Over coffee in the back office, Ronald told Angel and Louis of what he had witnessed: a girl swallowed by the earth in the shadow of an old church while a group of older men and women, accompanied by a pastor and a policeman, stood by and watched. If the two men were surprised by his tale, they did not show it. If they were skeptical, Ronald could detect no trace.

‘What do you think happened to her?’ said Louis.

‘I think something pulled her underground,’ said Ronald.

‘Something?’ said Louis.

It seemed to Ronald to be the first expression of any doubt, but he was mistaken. It came to him that these men had seen and heard things stranger even than this.

‘It’s not enough,’ Louis continued. ‘We need more. We can’t go in blind.’

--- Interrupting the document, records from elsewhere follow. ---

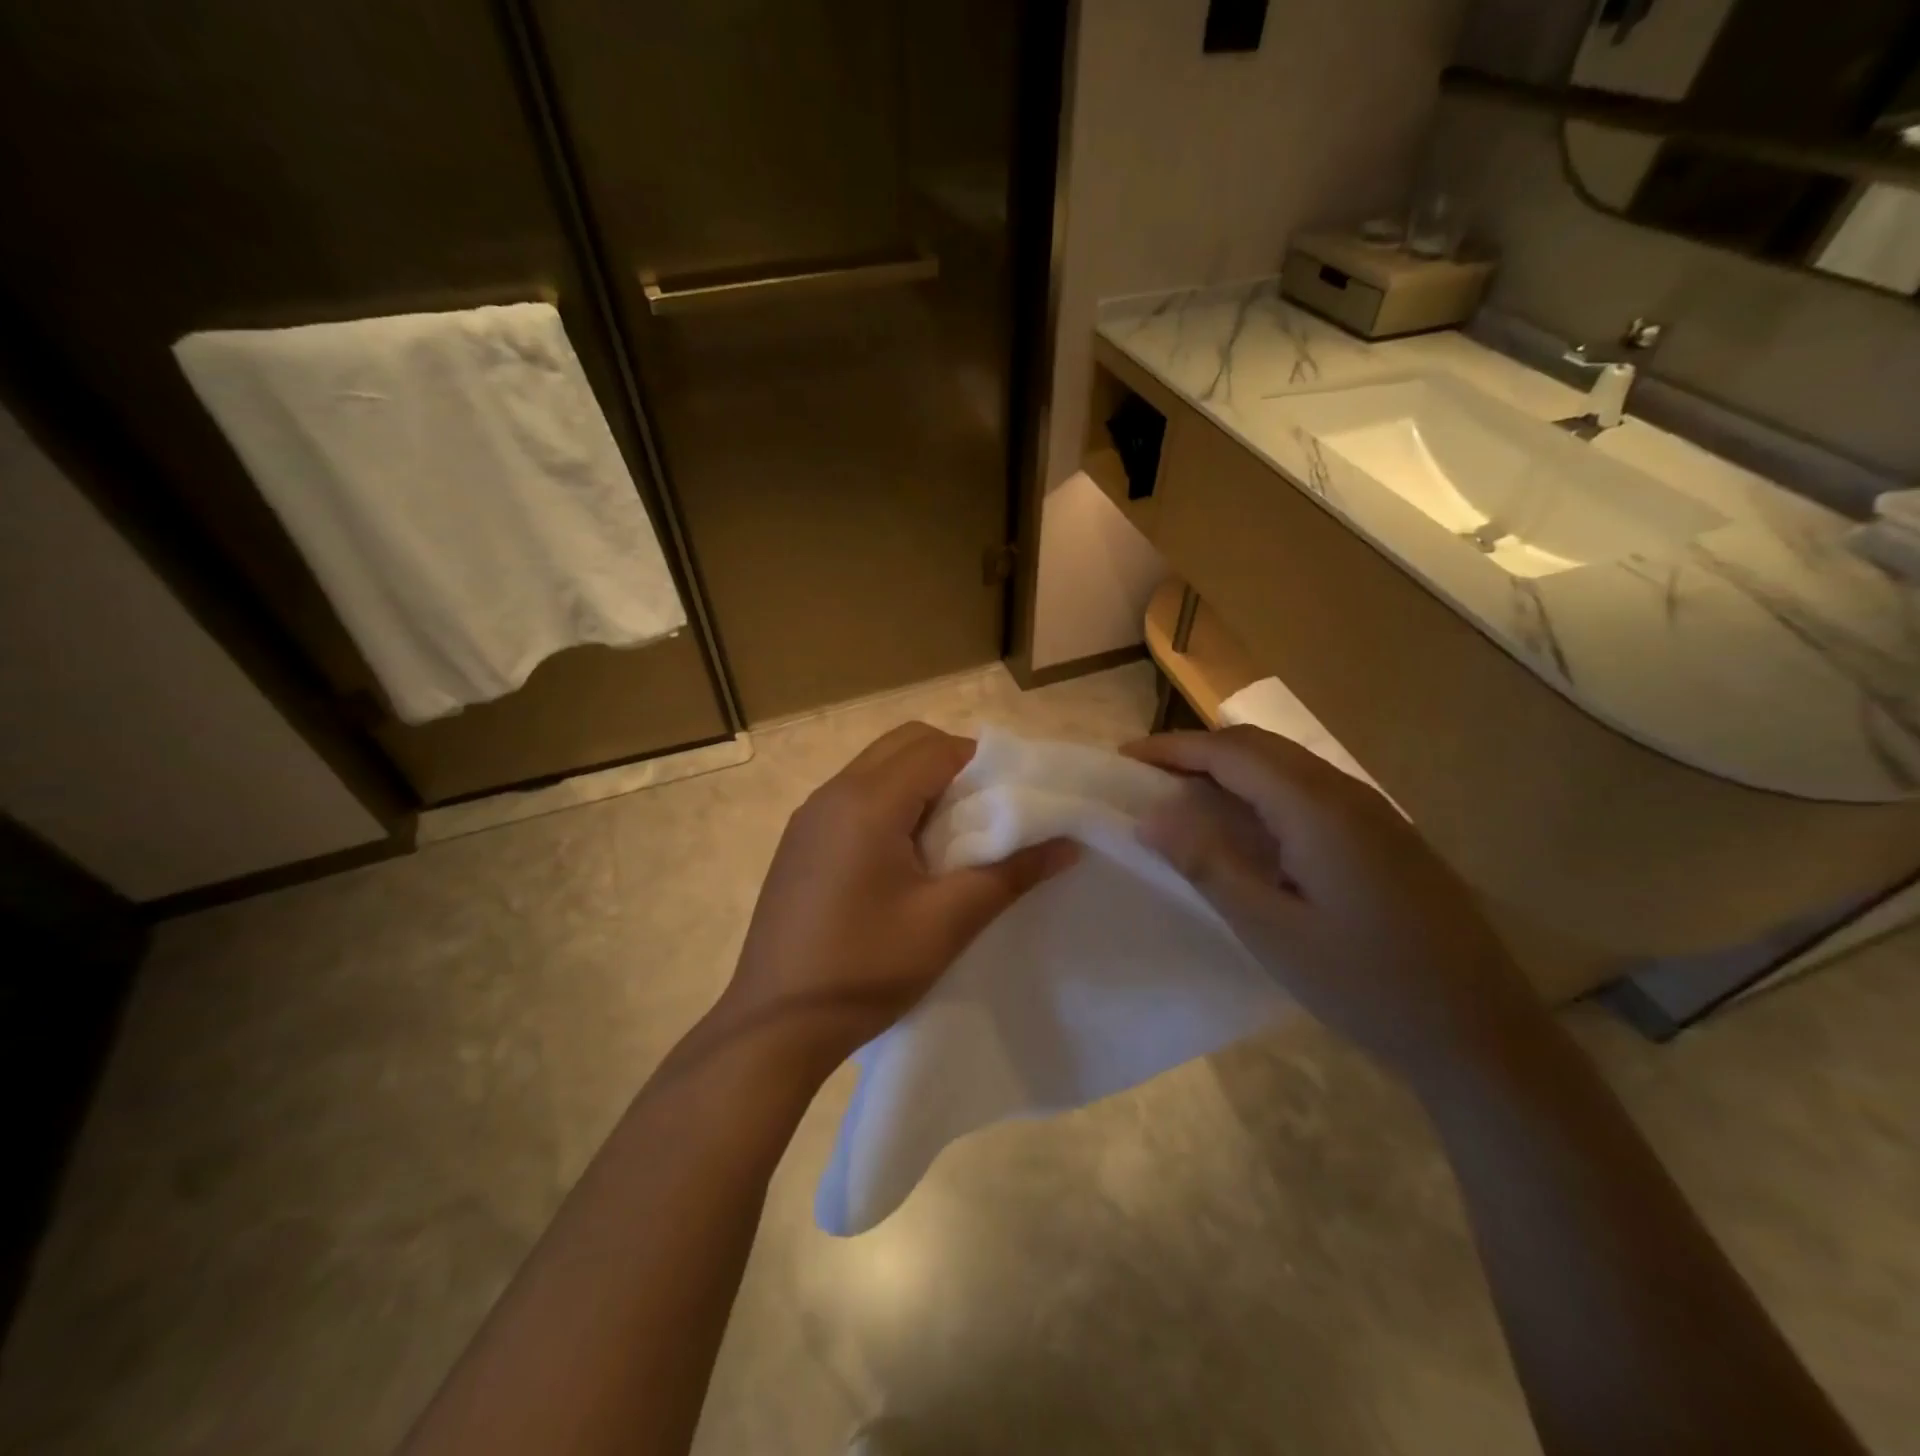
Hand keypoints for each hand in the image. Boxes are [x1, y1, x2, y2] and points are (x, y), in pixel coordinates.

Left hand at [719, 722, 1075, 1077]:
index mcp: (868, 802)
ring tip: (947, 837)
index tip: (1012, 797)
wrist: (775, 1025)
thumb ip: (1010, 873)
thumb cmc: (866, 969)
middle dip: (951, 763)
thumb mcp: (948, 922)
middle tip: (982, 813)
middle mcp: (833, 792)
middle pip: (904, 744)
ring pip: (876, 767)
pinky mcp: (799, 840)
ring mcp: (809, 815)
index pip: (936, 748)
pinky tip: (902, 858)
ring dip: (918, 783)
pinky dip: (888, 802)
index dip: (982, 763)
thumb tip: (1068, 845)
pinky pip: (853, 795)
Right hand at [1125, 727, 1542, 1082]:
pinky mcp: (1384, 835)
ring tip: (1183, 796)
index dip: (1172, 748)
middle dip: (1197, 751)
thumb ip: (1208, 865)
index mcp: (1317, 808)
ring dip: (1230, 768)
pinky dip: (1261, 790)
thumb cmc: (1365, 984)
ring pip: (1286, 765)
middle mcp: (1346, 793)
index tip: (1124, 757)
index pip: (1231, 752)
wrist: (1482, 1033)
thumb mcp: (1271, 930)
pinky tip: (1247, 828)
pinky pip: (1308, 790)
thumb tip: (1149, 817)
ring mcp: (1373, 812)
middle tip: (1146, 776)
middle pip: (1259, 746)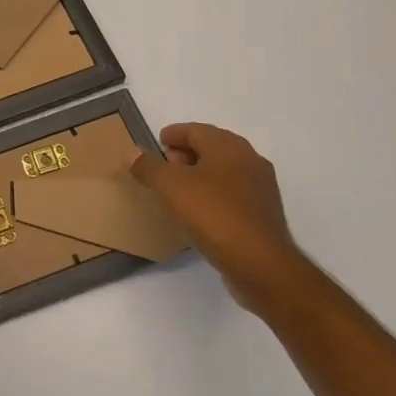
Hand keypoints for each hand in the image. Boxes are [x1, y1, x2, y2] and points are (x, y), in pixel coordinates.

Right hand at [131, 123, 307, 310]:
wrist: (261, 265)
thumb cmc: (214, 215)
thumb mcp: (171, 187)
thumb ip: (149, 167)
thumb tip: (131, 153)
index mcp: (229, 146)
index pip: (195, 130)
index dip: (173, 135)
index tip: (157, 144)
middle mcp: (249, 160)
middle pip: (212, 147)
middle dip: (186, 154)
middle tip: (164, 167)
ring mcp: (261, 187)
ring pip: (224, 171)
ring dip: (200, 174)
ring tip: (178, 191)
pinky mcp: (264, 214)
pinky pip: (233, 194)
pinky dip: (214, 194)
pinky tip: (200, 212)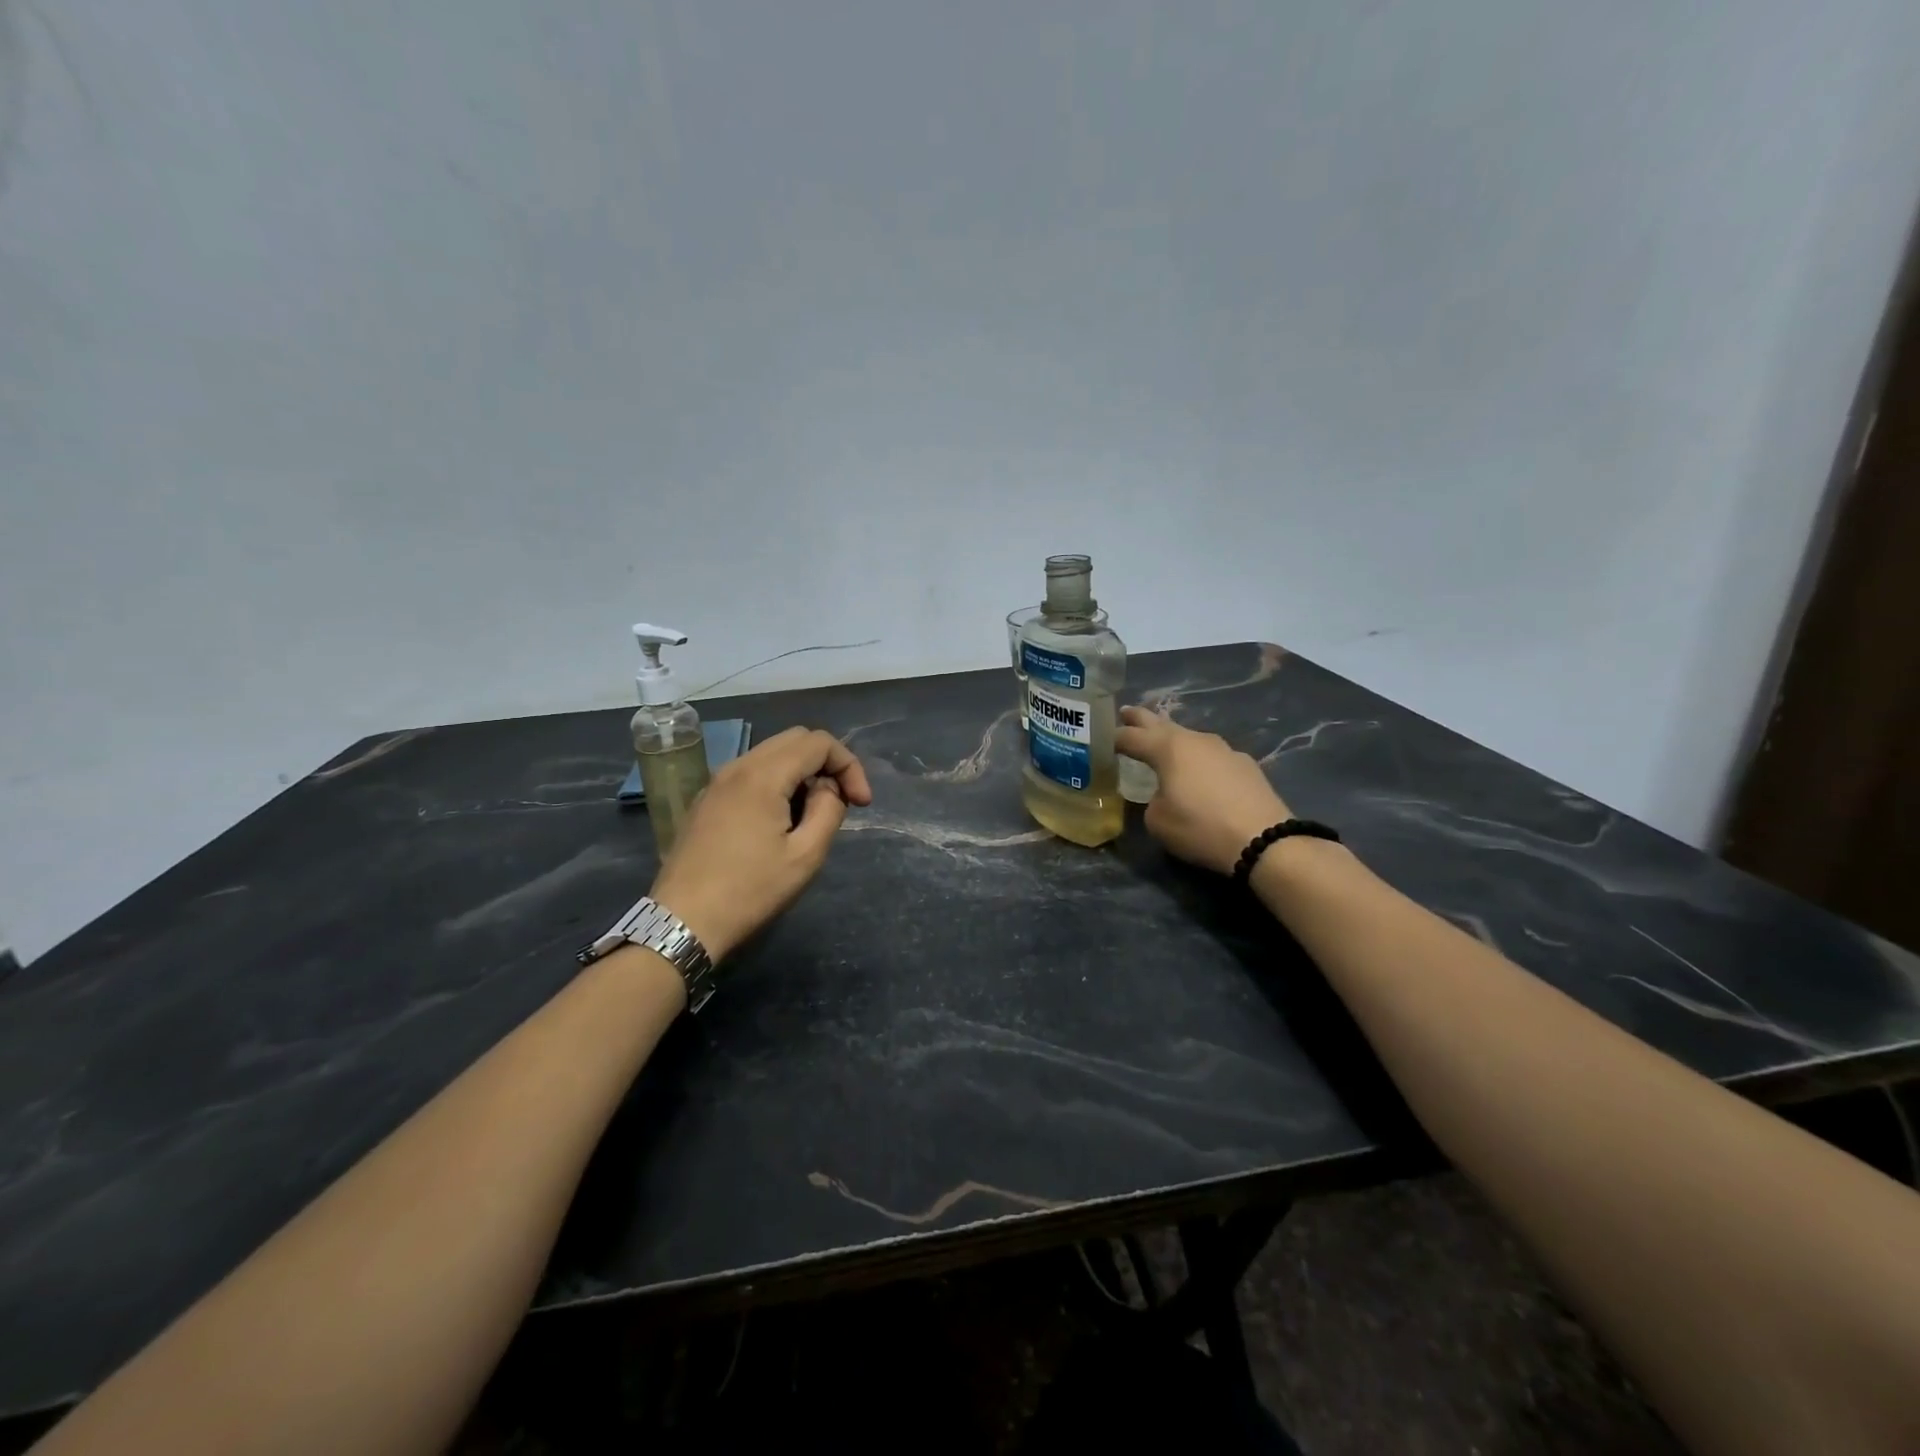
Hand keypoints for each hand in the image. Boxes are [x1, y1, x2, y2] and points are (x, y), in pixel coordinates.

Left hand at [648, 727, 873, 962]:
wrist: (682, 922)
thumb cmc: (749, 891)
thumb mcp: (805, 856)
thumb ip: (828, 811)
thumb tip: (828, 789)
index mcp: (763, 775)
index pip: (819, 742)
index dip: (849, 766)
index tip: (861, 804)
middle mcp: (737, 766)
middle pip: (795, 739)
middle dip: (827, 763)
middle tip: (842, 801)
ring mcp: (716, 782)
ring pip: (771, 754)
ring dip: (801, 773)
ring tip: (813, 814)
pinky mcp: (706, 800)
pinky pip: (750, 773)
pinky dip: (776, 782)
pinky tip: (780, 821)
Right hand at [1115, 706, 1292, 874]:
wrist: (1264, 839)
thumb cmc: (1201, 828)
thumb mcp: (1158, 821)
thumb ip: (1152, 800)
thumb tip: (1163, 794)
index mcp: (1168, 748)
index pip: (1131, 736)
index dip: (1114, 737)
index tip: (1101, 738)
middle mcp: (1195, 740)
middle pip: (1160, 723)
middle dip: (1141, 718)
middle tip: (1126, 712)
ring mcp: (1224, 749)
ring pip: (1189, 737)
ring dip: (1172, 738)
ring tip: (1162, 744)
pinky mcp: (1245, 764)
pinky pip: (1211, 755)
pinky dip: (1198, 758)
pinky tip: (1199, 771)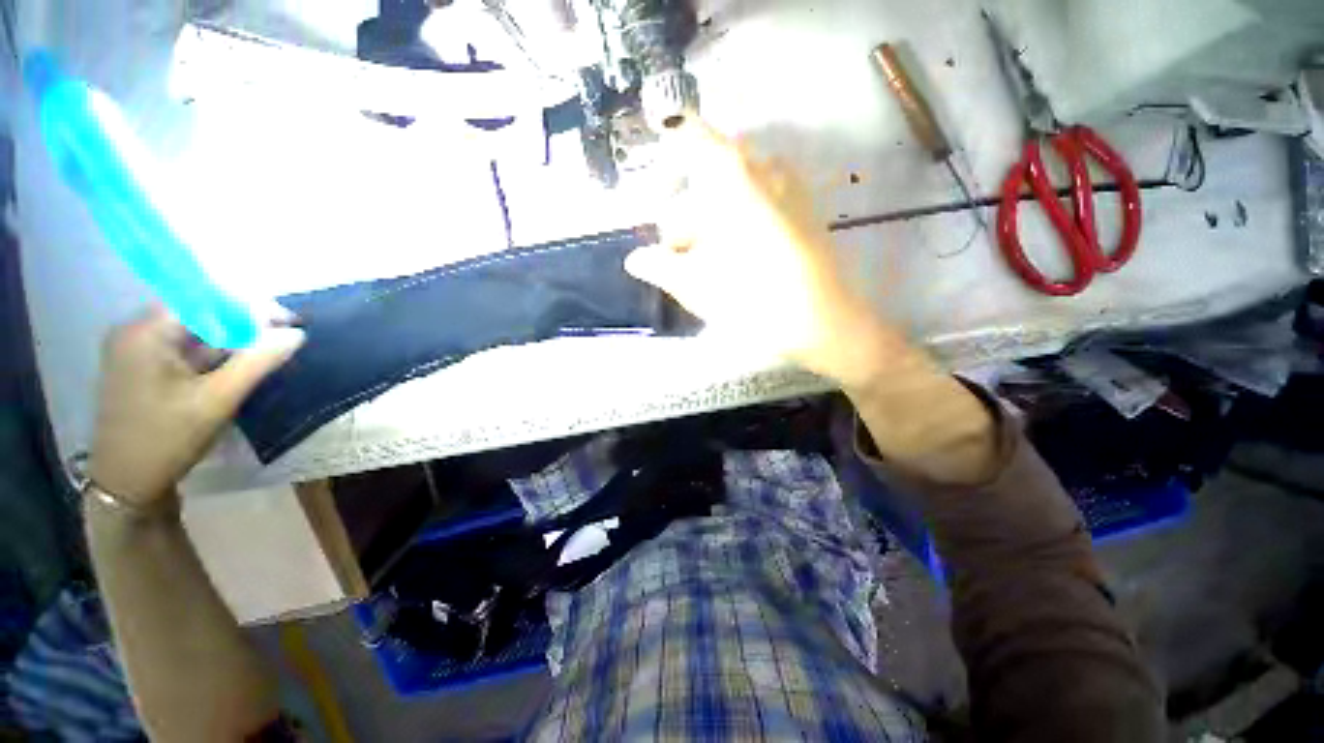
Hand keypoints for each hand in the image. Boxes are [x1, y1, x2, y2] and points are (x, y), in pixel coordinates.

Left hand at [89, 306, 304, 504]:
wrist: (126, 484)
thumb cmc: (167, 439)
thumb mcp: (217, 400)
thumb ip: (257, 362)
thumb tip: (296, 333)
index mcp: (146, 332)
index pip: (204, 299)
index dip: (250, 305)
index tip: (288, 321)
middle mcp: (136, 331)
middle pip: (198, 312)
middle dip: (243, 321)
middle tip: (282, 336)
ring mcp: (136, 350)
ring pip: (193, 330)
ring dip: (231, 338)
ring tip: (266, 350)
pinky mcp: (141, 367)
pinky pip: (184, 347)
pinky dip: (213, 352)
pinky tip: (237, 364)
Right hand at [625, 119, 911, 387]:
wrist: (823, 322)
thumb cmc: (752, 300)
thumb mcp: (696, 285)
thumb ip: (661, 267)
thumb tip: (635, 260)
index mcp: (732, 175)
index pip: (689, 136)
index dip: (665, 153)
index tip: (653, 187)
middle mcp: (764, 167)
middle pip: (709, 172)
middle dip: (685, 207)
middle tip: (675, 248)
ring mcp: (789, 187)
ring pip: (734, 189)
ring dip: (710, 218)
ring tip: (702, 260)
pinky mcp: (804, 209)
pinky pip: (759, 200)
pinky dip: (736, 220)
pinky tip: (733, 257)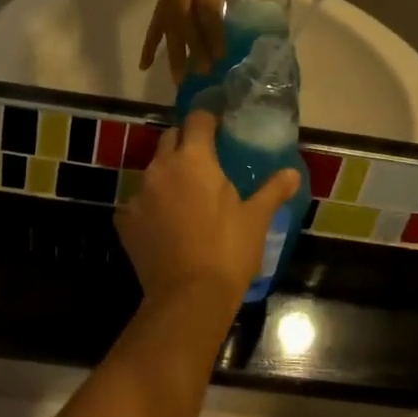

Ronald had thought on this too. He had ransacked his memories of tribal lore – the Cherokee worship of the cedar tree, based on the belief that the Creator had imbued it with the spirits of those who had perished during the times of eternal night; the Canotila or tree dwellers of the Lakota; the Abenaki’s tale of the creation of man from the bark of ash trees; and the forest-dwelling Mikum-wasus of his own Penobscot people – but he could find no explanation in them for what he had seen. He had a vision of a great tree growing upside down, its leafess crown far below the ground, its trunk extending upward to roots that twitched and groped, breaking through the earth to the air above; and at its heart, surrounded by the husks of dead girls, was an entity that had come from far away, a spirit that had infused the stones of an old church, travelling with it as it crossed land and sea before retreating into the new ground in which the foundations of that church were laid, creating a form for itself from wood and sap. But the question that consumed him most was its nature, for he believed that men created gods as much, if not more, than gods created men. If this old god existed, it did so because there were men and women who permitted it to continue to exist through their beliefs. They fed it, and it, in turn, fed them.